Actually, you have to use "sort -n -r" on Posix systems to force the first field to be interpreted numerically. (I do a lot of this sort of thing.)

Hi John,

I didn't need the -n, I assume because the uniq -c output right-justifies the numbers with leading spaces that make the numeric sort come out the way I want it.

Very cool that you actually managed to get computed answers to these questions.
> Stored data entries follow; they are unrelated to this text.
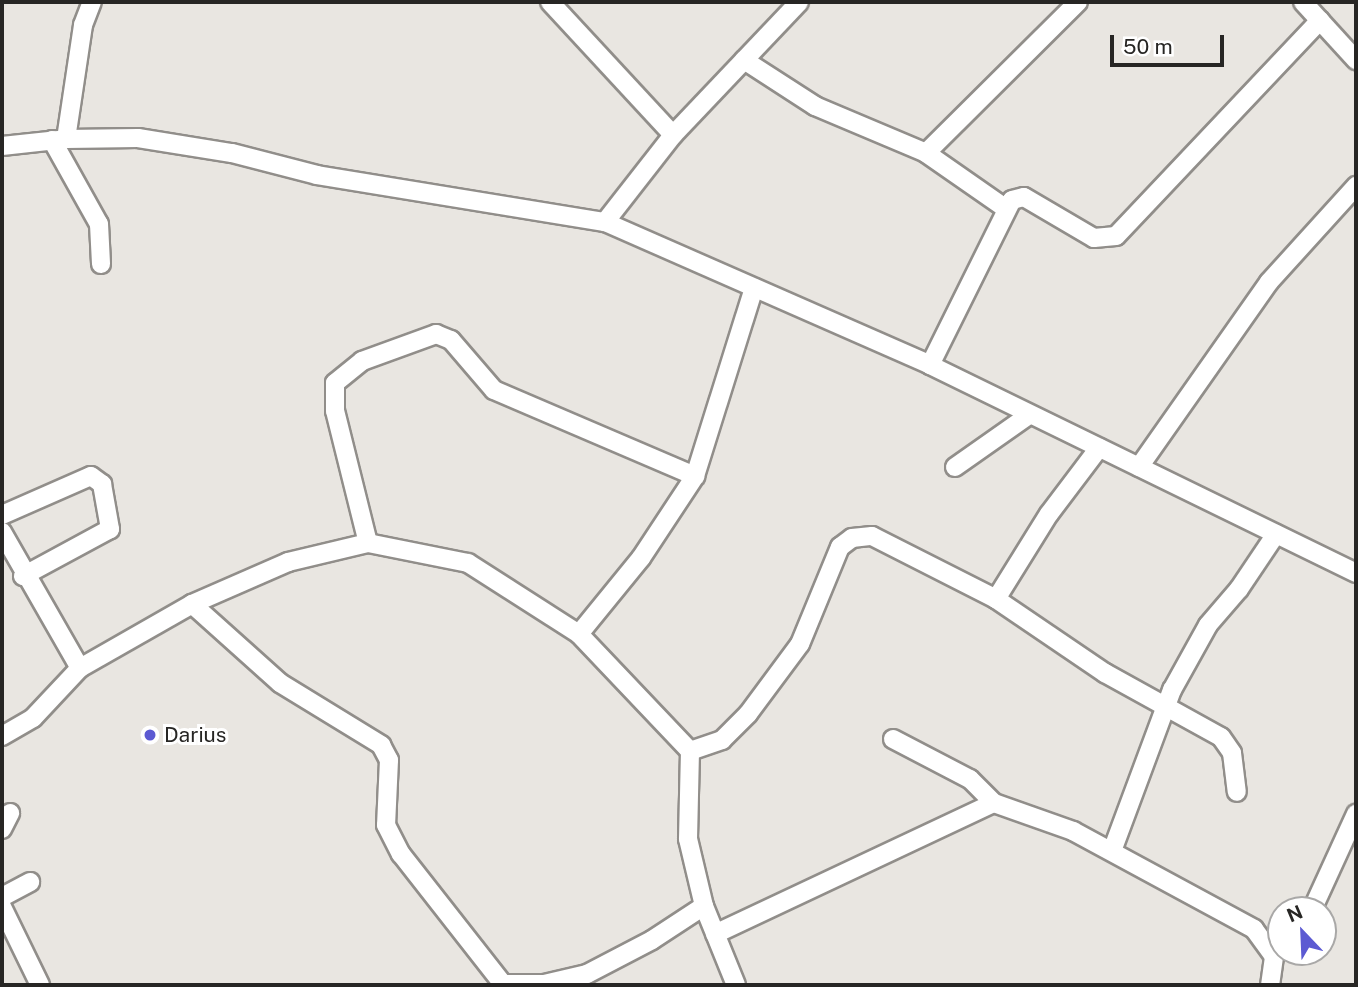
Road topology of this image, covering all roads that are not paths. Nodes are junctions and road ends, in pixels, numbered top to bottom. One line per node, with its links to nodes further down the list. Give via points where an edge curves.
1 (92, 2): 10 (street)
2 (550, 2): 9 (street)
3 (799, 2): 8 (street)
4 (1078, 2): 12 (street)
5 (1303, 2): 6 (street)
6 (1320, 20): 7 (street); 14 (street, via 1116,236 1105,241 1094,238 1024,197)
7 (1356, 60)
8 (744, 61): 9 (street); 12 (street, via 815,106)
9 (673, 135): 15 (street)
10 (59, 139): 11 (street); 15 (street, via 138,138 232,153 317,175); 16 (street, via 99,224)
11 (2, 146)
12 (926, 153): 14 (street)
13 (1356, 186): 22 (street, via 1269,282)
14 (1005, 208): 18 (street)
15 (605, 222): 17 (street)
16 (100, 264)
17 (754, 288): 18 (street); 23 (street)
18 (930, 365): 19 (street)
19 (1029, 415): 20 (street); 21 (street)
20 (1099, 447): 22 (street); 30 (street, via 1049,514)
21 (955, 467)
22 (1139, 467): 26 (street)
23 (695, 476): 27 (street, via 494,390 452,340 436,334 362,360 335,383 335,411); 32 (street, via 641,558)
24 (2, 514): 29 (street, via 91,476 102,484 110,529)
25 (2, 532): 29 (street)
26 (1276, 534): 28 (street); 34 (street, via 1240,589 1208,625)
27 (368, 543): 31 (street, via 288,562); 32 (street, via 468,563)
28 (1356, 573)
29 (23, 576): 33 (street)
30 (996, 599): 34 (street); 37 (street, via 872,536 852,538 840,547 800,644 748,714 722,740)
31 (192, 604): 33 (street); 53 (street, via 281,683 381,746 389,760 386,825 401,853)
32 (579, 634): 37 (street)
33 (79, 668): 35 (street, via 33,718)
34 (1166, 709): 38 (street, via 1221,737 1232,753); 43 (street)
35 (2, 736)
36 (893, 739): 39 (street, via 970,779)
37 (690, 751): 47 (street, via 688,839)
38 (1237, 792)
39 (994, 803): 43 (street); 49 (street)
40 (10, 813): 42 (street)
41 (1356, 814): 45 (street)
42 (2, 830)
43 (1112, 850): 50 (street, via 1254,929)
44 (30, 882): 46 (street)
45 (1318, 896)
46 (2, 897)
47 (704, 906): 49 (street); 53 (street, via 587,974 544,984)
48 (2, 907): 52 (street)
49 (715, 934): 54 (street)
50 (1267, 943)
51 (1274, 966): 55 (street)
52 (40, 985)
53 (502, 985)
54 (736, 985)
55 (1270, 985)

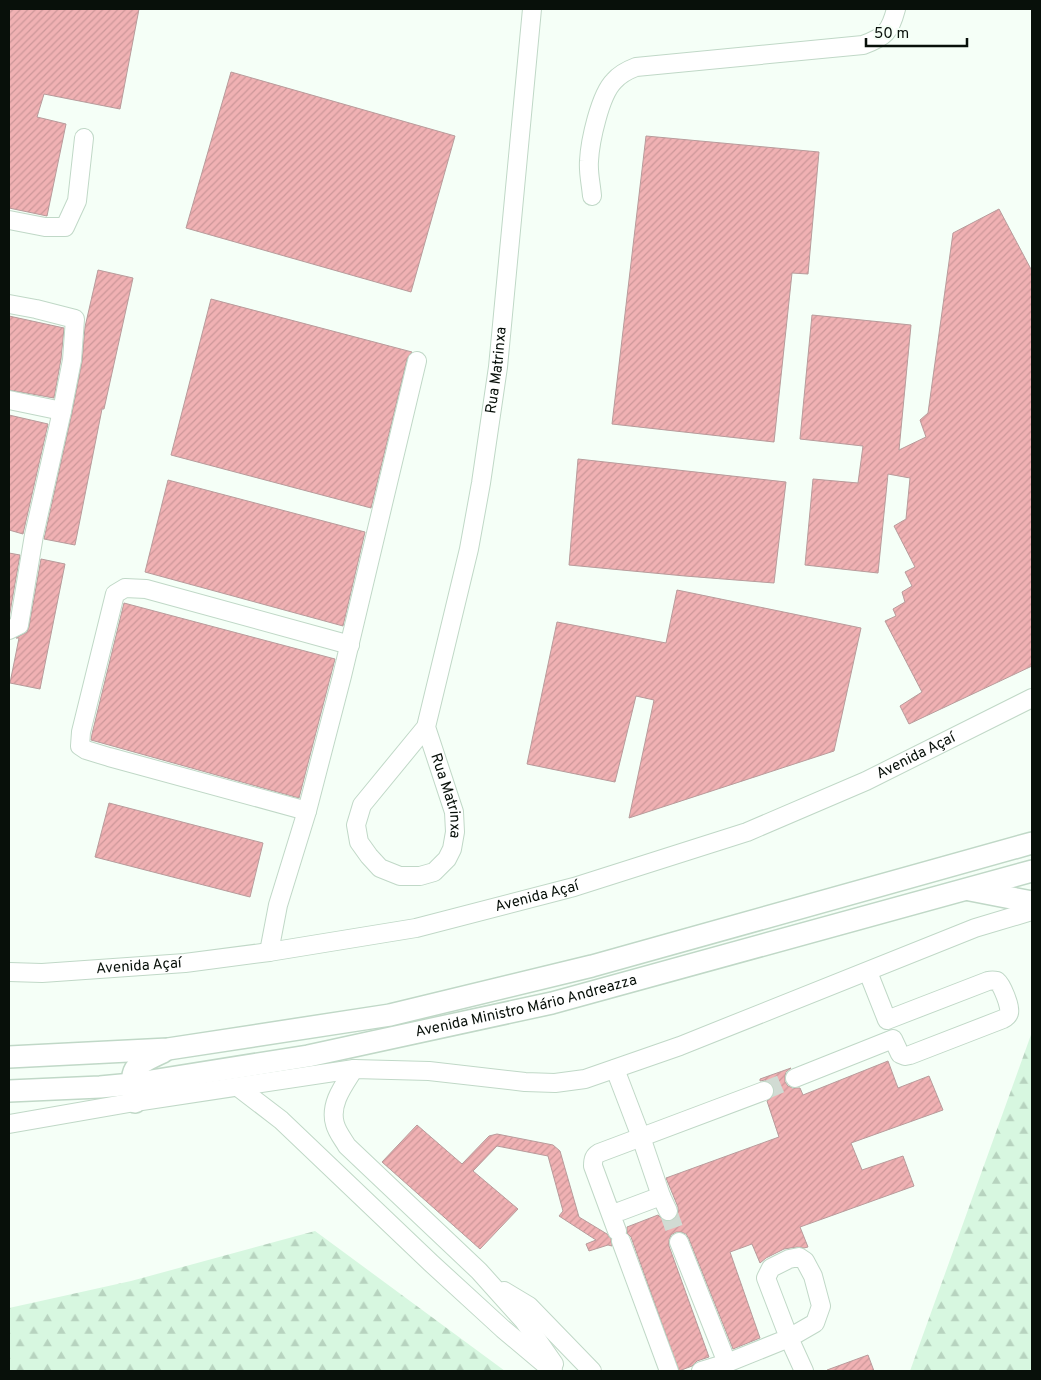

Not so cool, it seems to me, that the questions are so cumbersome to frame.

I will now tantalize (appall? annoy?) you with what these queries would look like in Thread, the path-based query-language I'm working on at ITA:

"actors who have appeared in a movie with Kevin Bacon":

Actor:=Kevin Bacon.Movie.Actor

"actors who have appeared in both a John Waters movie and a Steven Spielberg movie":

Actor:(.Movie.Director:=John Waters:=Steven Spielberg)

"actors who have appeared in Woody Allen movies":

Director:=Woody Allen.Movie.Actor

"actors who have appeared in Woody Allen movies, with counts"

Actor|Appearances=(.Movie:(.Director:=Woody Allen)._Count):Appearances>0#Appearances

or, more cleverly:

Director:=Woody Allen.Movie/Actor|Movies=(.Nodes._Count)#Movies

You can probably get the gist of most of these without a very detailed explanation of syntax. Except the last one, which is the most fun:

Director - get all nodes of type Director
:=Woody Allen - narrow this list down to the one named Woody Allen
.Movie - get all this director's movies
/Actor - group these movies by actor (each movie will appear in multiple groups...)
|Movies=(.Nodes._Count) - calculate the number of grouped movies in each actor's group, and call this "Movies"
#Movies - and sort the set of actor/movie-groups by these counts

No real points until it's publicly available, obviously. But intriguing, maybe?

Oh, sorry, the Waters/Spielberg example would be:

Actor:(.Movie.Director:=John Waters,=Steven Spielberg._Count:=2)


Actor:(.Movie.Director:=John Waters):(.Movie.Director:=Steven Spielberg)

or, for that matter

Director:=John Waters,=Steven Spielberg/(.Movie.Actor):(.nodes._Count:=2)

Thanks for the interesting post. The SPARQL endpoint has been shifted back to the D2RQ server:

well… i visit your website first time and found this site very usefull and intresting !

well… you guys doing nice work and i just want to say that keep rocking and keep it up !!!!